Durante la sua fase studentesca, divenne un leader studentesco, guidò manifestazioni, distribuì propaganda antigovernativa e scrisse articoli che condannavano Fulgencio Batista e coloro che lo sostenevano al potere.

Quando l’assalto alla caserma di Moncada da parte di Fidel Castro fallì, il 26 luglio 1953, costruì nella città di Santiago de Cuba una rete di sostegno ai sopravvissuti per aiutarli.

Negli anni successivi, insieme a Felix Pena, ha fondato la Azione Rivoluzionaria Orientale (ARO).
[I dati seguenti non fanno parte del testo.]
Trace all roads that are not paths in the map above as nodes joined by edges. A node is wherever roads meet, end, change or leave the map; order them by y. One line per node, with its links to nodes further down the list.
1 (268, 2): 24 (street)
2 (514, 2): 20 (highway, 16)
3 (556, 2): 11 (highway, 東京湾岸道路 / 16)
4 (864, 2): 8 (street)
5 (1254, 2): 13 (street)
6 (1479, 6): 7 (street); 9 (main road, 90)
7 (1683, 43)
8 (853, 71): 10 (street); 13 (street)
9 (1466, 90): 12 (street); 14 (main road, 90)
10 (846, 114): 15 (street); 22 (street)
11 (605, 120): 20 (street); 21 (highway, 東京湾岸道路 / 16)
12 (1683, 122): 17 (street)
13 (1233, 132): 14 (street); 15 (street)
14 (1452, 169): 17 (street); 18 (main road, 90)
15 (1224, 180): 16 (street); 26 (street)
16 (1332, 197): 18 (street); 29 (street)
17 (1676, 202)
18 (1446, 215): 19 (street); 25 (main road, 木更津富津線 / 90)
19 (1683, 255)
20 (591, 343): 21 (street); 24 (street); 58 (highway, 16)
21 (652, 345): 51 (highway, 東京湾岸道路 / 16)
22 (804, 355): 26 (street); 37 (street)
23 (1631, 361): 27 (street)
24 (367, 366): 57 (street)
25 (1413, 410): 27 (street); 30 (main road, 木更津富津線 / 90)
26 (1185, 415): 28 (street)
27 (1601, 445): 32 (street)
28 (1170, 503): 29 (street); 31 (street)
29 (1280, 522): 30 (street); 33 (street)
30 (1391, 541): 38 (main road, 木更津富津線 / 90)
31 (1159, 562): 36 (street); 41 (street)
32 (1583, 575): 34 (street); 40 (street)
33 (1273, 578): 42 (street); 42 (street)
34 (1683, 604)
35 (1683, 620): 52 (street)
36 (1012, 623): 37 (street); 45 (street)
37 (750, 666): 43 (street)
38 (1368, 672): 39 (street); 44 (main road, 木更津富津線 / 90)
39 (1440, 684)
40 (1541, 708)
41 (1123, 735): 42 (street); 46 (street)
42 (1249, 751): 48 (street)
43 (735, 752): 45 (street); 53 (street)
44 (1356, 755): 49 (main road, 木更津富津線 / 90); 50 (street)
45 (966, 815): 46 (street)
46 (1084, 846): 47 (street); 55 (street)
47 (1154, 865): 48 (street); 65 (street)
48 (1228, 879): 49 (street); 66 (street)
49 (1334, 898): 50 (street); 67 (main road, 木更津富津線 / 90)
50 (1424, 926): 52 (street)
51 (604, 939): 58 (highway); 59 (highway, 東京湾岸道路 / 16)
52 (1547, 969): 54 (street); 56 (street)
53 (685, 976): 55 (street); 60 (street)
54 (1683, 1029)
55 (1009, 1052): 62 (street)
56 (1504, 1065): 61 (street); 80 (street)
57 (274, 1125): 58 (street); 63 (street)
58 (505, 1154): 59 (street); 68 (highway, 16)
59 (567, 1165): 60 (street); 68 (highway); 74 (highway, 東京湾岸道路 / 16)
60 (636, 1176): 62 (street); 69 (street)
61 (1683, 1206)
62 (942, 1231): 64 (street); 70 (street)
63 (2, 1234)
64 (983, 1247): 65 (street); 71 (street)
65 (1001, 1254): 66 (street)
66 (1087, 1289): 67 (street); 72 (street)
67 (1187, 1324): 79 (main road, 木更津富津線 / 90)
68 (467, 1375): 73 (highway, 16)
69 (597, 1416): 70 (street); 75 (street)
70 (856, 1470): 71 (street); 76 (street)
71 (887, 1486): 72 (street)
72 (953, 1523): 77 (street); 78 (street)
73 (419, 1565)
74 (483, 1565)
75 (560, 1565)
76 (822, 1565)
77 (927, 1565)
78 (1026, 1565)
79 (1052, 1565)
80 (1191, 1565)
Ha rassegnato le dimissioni da insegnante per entrare nella direzione nazionale del Movimento del 26 luglio e per organizzare l’insurrezione del 30 novembre 1956 a Santiago de Cuba a sostegno dello sbarco del Granma.

Quando Fidel Castro stabilì un piccolo nucleo di guerriglia nella Sierra Maestra, Frank País garantì la spedizione di rifornimenti di armi, medicine e uomini che consentirono la sopravvivenza e il successivo sviluppo della guerriglia.

Nei momenti più difficili della guerriglia guidata da Fidel Castro, nel febbraio del 1957 si recò a La Sierra Maestra in compagnia di Haydée Santamaría, Faustino Pérez e altri membri della Direzione Nazionale del Movimento 26 de Julio per coordinare il sostegno di base e guida il giornalista Herbert Matthews del New York Times alla presenza di Fidel. La pubblicazione dell’intervista del giornalista al leader della guerriglia demolisce la propaganda di Batista basata sulla presunta morte di Fidel.

Il 30 giugno 1957, suo fratello Josué fu assassinato dalle forze repressive della dittatura. Nonostante il dolore che provava, Frank ordinò a suo fratello Agustín di non intraprendere alcuna azione:

Nel mezzo di una feroce persecuzione, Frank País fu sorpreso, il 30 luglio 1957, insieme a Raúl Pujol in Callejón del Muro, nella città di Santiago de Cuba. Le forze repressive li hanno immediatamente mitragliati.

Dopo aver appreso della notizia della sua morte, Fidel disse:

“Che mostri, non conoscono l’intelligenza, il carattere, l’integrità che hanno assassinato! Lui stava dando alla rivoluzione il meglio di sé!

Il suo funerale fu una grande dimostrazione popolare che sfilo per le vie intonando cori contro il regime. Fu sepolto il 31 luglio 1957 nel cimitero di Santa Ifigenia.